Lunch and dinner should also consist of healthy lean protein choices,
partnered with a generous serving of leafy greens, such as spinach,
kale, or cabbage, or a variety of cruciferous vegetables.
If you are unable to eat a meal every four to five hours, then
choose some fruit to keep your blood sugar levels stable.
One important practice for you to establish while dieting is to
learn to take the time to savor and enjoy each and every bite of
food you put into your mouth. When you stop and relax into your
meal, you begin to take the time to really taste your food. Adding
spices and fresh herbs to your meals gives you more variety of flavors
to enjoy (some herbs and spices will even assist you in achieving
your weight loss goals).
When you slow down enough to relax while eating and chew each bite
fully, you allow your brain to catch up with your stomach, so you
become satisfied and full sooner. It takes your brain about ten
minutes to register its satisfaction, which means if you eat too
fast you will over eat because your brain hasn't had enough time
to register that it's full. When you no longer rush through each
meal, you don't create as many stress hormones within your digestive
tract. The lack of stress reduces the amount of cortisol production.

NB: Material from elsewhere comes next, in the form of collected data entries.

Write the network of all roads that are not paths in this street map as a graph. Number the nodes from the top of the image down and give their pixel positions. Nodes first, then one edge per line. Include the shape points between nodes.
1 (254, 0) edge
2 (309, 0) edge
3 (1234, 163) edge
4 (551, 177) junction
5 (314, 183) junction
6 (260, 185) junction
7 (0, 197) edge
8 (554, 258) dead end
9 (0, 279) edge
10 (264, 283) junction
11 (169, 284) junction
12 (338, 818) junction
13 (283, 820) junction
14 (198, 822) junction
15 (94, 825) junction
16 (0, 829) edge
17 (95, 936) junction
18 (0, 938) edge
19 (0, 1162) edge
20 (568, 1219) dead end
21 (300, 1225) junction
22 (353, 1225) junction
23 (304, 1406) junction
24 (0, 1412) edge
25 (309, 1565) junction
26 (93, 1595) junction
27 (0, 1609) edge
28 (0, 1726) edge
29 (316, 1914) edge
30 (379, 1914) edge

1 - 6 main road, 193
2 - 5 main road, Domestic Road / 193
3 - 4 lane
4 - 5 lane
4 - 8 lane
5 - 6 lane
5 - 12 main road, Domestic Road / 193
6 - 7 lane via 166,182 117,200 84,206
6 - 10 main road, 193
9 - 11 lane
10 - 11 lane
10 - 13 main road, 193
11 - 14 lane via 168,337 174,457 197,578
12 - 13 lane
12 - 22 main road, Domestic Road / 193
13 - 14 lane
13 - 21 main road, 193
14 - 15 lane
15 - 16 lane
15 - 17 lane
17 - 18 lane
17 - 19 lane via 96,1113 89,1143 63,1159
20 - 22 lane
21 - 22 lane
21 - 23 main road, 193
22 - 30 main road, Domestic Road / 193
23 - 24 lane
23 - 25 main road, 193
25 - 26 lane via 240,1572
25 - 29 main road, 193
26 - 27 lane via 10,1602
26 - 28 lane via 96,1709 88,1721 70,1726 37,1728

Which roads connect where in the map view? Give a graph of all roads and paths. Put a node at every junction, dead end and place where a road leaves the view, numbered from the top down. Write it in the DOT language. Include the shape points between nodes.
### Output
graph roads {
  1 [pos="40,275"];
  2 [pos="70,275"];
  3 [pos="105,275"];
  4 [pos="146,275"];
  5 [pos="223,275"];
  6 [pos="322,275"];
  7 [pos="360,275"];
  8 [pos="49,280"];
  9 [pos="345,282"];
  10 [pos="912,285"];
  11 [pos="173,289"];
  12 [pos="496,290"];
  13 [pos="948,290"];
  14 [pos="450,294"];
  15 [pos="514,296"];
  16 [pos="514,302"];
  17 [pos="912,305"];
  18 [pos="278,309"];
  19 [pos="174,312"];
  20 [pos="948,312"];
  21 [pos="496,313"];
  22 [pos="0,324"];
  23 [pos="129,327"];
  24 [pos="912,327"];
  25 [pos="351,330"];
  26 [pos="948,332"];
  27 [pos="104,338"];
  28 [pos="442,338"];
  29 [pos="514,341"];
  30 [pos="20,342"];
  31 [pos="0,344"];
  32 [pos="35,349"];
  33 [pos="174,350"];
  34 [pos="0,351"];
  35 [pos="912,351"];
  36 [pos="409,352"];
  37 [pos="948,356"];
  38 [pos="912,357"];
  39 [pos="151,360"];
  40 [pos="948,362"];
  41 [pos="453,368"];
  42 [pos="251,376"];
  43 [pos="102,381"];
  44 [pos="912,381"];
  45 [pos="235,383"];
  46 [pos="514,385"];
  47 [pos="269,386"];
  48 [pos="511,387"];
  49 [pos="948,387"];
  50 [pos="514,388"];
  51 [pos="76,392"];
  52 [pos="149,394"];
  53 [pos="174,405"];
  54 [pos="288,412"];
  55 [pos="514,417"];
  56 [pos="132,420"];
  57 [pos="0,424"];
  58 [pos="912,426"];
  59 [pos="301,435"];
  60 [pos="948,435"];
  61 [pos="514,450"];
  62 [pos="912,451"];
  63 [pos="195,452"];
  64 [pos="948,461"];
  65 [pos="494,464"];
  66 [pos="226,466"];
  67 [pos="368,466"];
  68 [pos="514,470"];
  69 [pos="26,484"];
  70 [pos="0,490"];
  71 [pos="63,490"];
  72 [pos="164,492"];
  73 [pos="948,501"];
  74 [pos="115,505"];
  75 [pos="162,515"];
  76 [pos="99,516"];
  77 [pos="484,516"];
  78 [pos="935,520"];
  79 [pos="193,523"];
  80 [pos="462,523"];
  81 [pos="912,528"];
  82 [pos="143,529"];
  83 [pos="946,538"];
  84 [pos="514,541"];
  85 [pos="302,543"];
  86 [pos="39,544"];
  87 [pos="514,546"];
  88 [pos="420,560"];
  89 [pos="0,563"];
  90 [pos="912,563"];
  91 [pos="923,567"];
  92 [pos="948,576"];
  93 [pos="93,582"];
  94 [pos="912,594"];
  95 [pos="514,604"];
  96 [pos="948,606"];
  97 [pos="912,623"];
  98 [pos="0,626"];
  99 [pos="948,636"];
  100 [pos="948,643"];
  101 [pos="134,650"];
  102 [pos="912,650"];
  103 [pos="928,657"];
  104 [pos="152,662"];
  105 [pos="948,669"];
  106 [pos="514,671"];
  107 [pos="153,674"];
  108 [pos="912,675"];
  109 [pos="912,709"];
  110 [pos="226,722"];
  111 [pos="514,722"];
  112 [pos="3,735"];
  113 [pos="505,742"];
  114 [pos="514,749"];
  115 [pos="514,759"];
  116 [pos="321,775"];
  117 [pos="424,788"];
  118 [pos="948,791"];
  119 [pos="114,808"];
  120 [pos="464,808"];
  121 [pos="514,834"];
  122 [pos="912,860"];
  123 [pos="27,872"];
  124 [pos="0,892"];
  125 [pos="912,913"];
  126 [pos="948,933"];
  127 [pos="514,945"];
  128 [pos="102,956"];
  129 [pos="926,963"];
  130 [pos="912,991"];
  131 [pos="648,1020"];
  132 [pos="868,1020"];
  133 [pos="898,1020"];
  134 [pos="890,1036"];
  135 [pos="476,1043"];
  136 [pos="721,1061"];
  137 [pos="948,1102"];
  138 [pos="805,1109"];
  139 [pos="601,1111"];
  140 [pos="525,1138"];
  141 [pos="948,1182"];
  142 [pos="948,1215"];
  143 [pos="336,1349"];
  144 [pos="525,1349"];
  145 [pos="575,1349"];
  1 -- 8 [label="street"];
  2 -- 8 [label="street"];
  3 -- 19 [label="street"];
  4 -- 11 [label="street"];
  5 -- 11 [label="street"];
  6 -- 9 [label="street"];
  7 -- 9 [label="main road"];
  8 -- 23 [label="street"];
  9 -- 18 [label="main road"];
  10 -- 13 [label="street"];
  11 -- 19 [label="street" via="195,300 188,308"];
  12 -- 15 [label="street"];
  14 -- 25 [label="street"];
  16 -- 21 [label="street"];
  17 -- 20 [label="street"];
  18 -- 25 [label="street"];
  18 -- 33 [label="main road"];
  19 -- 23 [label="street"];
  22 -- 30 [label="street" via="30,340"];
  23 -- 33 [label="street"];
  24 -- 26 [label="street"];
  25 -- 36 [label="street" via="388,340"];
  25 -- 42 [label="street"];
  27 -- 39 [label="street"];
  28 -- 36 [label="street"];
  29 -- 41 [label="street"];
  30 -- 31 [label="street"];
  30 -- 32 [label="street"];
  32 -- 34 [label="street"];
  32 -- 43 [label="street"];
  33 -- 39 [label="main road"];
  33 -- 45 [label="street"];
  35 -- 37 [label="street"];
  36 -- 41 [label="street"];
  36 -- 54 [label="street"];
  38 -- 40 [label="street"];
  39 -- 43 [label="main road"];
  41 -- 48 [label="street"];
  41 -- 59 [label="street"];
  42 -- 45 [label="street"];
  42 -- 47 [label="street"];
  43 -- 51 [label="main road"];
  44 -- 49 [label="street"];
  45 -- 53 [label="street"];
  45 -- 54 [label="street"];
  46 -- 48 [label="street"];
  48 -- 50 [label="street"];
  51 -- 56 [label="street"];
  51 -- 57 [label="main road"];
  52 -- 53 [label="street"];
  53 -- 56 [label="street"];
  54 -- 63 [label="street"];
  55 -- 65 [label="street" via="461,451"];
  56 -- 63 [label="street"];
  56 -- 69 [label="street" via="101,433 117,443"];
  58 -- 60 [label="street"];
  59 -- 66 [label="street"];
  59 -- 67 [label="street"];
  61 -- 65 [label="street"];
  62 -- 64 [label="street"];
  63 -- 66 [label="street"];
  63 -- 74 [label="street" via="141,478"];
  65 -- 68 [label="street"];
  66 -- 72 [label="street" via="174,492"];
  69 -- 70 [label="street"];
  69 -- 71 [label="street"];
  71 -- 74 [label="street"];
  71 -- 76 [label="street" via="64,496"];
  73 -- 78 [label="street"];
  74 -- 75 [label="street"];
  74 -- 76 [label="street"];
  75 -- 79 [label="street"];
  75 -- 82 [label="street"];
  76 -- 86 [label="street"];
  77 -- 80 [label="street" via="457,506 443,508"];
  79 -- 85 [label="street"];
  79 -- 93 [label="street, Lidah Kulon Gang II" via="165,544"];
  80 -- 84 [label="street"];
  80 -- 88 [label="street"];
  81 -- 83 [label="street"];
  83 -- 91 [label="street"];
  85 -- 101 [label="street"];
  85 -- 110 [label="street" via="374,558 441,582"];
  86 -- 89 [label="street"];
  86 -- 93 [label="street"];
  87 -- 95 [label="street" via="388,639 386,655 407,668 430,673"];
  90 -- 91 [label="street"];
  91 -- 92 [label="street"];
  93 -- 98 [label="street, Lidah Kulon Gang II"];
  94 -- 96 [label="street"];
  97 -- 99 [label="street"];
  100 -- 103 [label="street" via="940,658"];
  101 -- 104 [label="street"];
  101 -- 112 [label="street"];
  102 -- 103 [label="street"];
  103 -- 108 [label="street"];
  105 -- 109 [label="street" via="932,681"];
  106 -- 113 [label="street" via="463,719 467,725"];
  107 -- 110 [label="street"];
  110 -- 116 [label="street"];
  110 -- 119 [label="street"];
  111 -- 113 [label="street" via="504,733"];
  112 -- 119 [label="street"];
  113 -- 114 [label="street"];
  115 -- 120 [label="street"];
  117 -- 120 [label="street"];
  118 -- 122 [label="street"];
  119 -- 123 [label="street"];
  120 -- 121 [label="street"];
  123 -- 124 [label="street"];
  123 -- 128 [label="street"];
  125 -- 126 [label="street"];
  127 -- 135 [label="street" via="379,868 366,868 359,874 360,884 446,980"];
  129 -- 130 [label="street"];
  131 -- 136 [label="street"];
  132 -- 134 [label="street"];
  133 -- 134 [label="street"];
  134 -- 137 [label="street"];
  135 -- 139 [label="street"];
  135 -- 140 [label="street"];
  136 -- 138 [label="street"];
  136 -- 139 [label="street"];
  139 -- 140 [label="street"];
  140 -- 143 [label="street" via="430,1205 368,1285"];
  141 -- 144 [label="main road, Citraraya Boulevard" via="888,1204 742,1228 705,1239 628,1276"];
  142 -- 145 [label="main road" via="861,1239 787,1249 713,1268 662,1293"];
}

Cortisol has been proven to cause belly fat to store around our
mid-section (stomach) and other fat storage deposits.
So relax and breathe evenly when eating. Do not eat when you are
stressed. Metabolism within the digestive tract is reduced dramatically
and sugars and fats that are consumed are stored in our fat cells.
I wouldn't be surprised that if you follow these simple and basic
rules, you will lose unwanted body weight, or find that maintaining
your ideal body weight isn't as difficult as it once may have been.
You will easily maintain your body weight and become healthier at
the same time. I believe that it's vitally important for us to assume
a sense of responsibility for our own health, rather than expecting
other people and doctors to do it for us. Take charge and become
the healthiest version of you that YOU can be!